DESCRIPTION OF THE TASK
Could you print the entries below exactly, starting at the line that contains "Extract the road graph of the map" and stopping after the last one?

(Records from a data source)
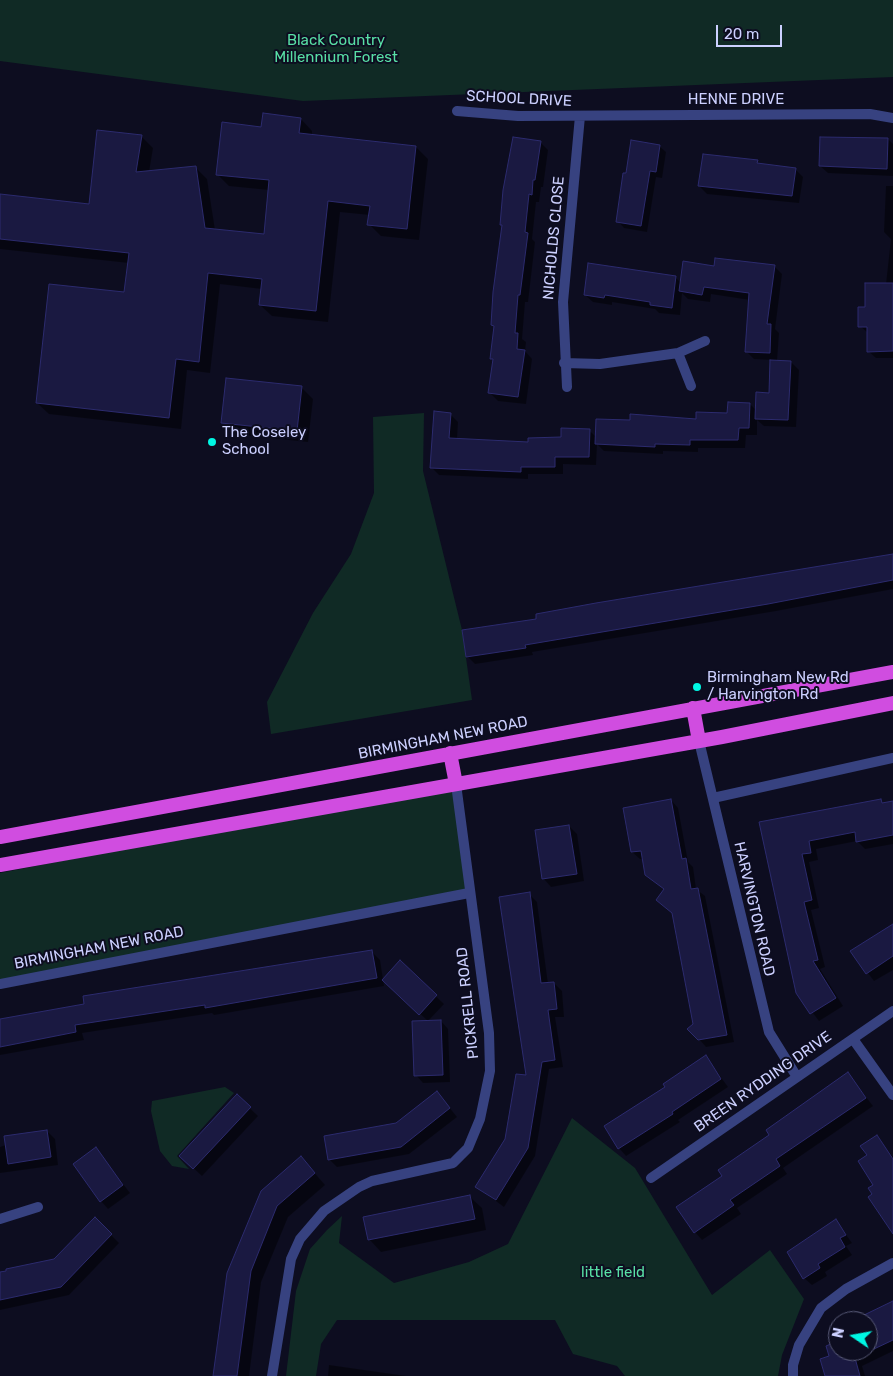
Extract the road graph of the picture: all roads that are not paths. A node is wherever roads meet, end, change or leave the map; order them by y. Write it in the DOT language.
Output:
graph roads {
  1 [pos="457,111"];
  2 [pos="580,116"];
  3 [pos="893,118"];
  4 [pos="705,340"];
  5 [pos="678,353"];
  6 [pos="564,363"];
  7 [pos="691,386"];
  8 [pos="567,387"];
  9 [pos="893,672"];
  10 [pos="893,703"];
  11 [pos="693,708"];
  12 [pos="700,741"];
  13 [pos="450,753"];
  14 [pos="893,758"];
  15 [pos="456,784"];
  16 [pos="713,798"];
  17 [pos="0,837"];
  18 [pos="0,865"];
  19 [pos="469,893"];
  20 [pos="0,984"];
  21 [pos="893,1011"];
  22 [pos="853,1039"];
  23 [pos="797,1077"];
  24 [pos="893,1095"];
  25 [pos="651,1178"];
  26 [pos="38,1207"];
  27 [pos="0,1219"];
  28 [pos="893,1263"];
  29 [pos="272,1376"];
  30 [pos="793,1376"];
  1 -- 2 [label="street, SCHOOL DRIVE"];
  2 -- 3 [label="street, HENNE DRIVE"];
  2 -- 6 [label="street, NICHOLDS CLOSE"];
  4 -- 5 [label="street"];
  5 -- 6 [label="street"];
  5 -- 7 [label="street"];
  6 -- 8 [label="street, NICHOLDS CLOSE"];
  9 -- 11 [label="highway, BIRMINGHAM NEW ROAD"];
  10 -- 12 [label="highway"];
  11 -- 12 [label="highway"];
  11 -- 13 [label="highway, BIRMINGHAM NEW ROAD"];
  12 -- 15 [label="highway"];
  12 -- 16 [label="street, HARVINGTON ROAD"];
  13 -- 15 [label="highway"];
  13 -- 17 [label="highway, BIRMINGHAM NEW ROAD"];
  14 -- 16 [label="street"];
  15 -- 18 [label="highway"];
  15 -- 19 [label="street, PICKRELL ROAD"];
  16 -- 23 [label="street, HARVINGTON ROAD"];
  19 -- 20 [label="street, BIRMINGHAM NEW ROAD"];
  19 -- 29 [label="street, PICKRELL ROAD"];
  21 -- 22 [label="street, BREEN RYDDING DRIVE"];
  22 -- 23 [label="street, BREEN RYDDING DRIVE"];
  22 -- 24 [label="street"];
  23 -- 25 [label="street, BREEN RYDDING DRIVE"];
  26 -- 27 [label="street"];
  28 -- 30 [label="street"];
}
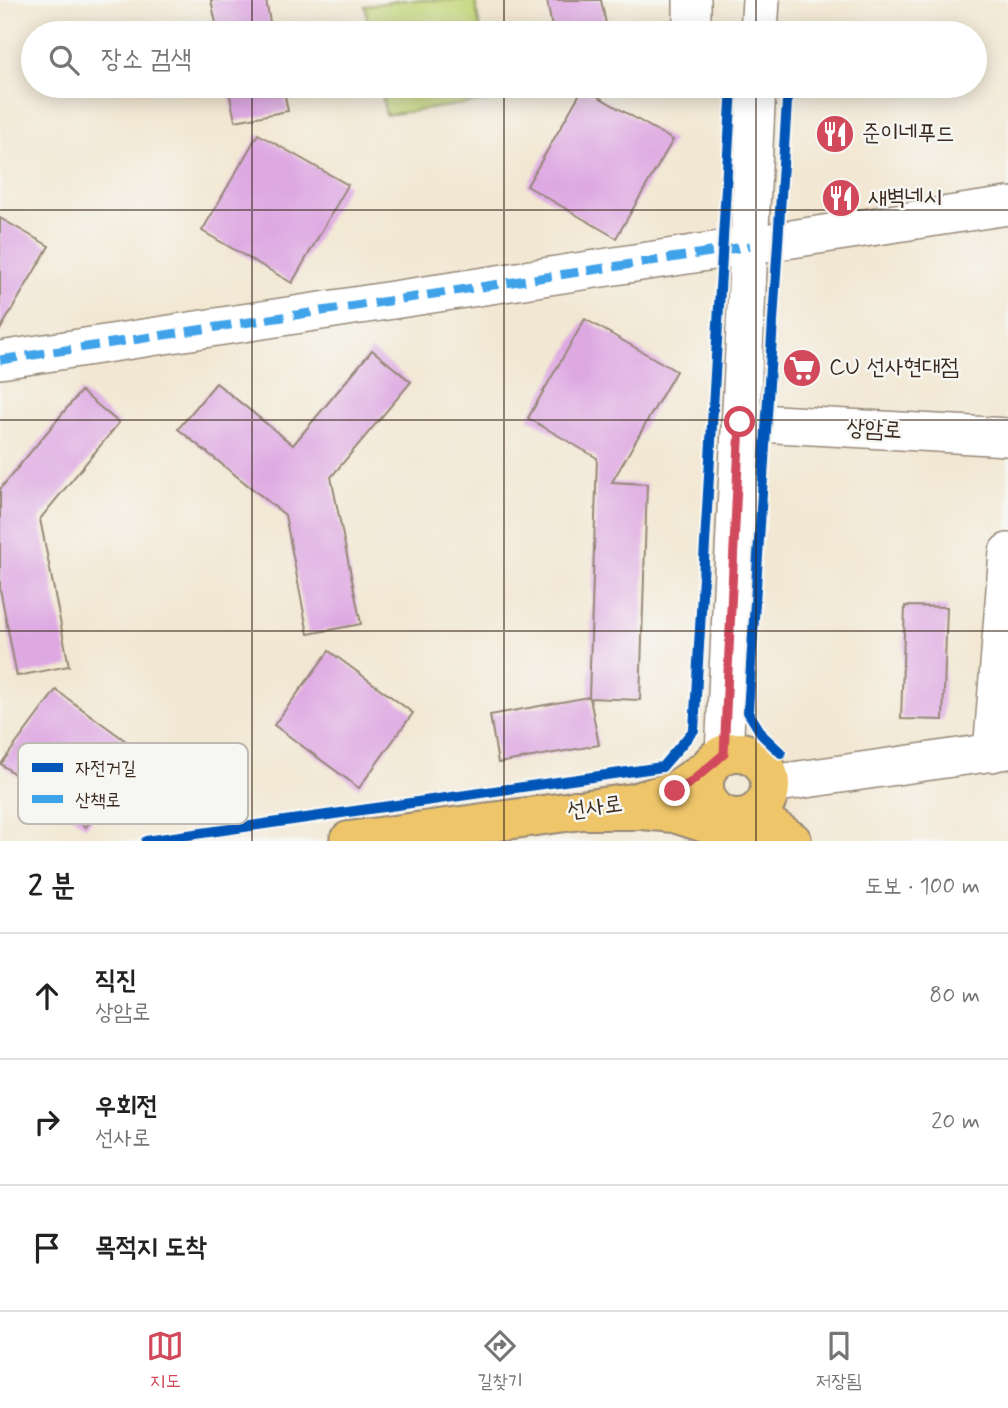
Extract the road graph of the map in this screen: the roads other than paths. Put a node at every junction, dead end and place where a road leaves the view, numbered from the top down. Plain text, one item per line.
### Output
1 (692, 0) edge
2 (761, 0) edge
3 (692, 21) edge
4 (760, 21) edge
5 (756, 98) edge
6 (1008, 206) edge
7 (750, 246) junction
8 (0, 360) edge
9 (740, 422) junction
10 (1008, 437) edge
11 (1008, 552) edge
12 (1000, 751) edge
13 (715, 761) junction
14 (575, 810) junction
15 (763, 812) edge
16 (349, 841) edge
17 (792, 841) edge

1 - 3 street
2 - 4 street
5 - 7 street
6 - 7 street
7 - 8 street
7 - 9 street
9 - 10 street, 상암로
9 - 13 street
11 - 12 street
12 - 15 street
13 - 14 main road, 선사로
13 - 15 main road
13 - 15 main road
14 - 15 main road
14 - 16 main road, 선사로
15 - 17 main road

EXERCISE SOLUTION
Extract the road graph of the map in this screen: the roads other than paths. Put a node at every junction, dead end and place where a road leaves the view, numbered from the top down. Plain text, one item per line.
### Output
1 (692, 0) edge
2 (761, 0) edge
3 (692, 21) edge
4 (760, 21) edge
5 (756, 98) edge
6 (1008, 206) edge
7 (750, 246) junction
8 (0, 360) edge
9 (740, 422) junction
10 (1008, 437) edge
11 (1008, 552) edge
12 (1000, 751) edge
13 (715, 761) junction
14 (575, 810) junction
15 (763, 812) edge
16 (349, 841) edge
17 (792, 841) edge

1 - 3 street
2 - 4 street
5 - 7 street
6 - 7 street
7 - 8 street
7 - 9 street
9 - 10 street, 상암로
9 - 13 street
11 - 12 street
12 - 15 street
13 - 14 main road, 선사로
13 - 15 main road
13 - 15 main road
14 - 15 main road
14 - 16 main road, 선사로
15 - 17 main road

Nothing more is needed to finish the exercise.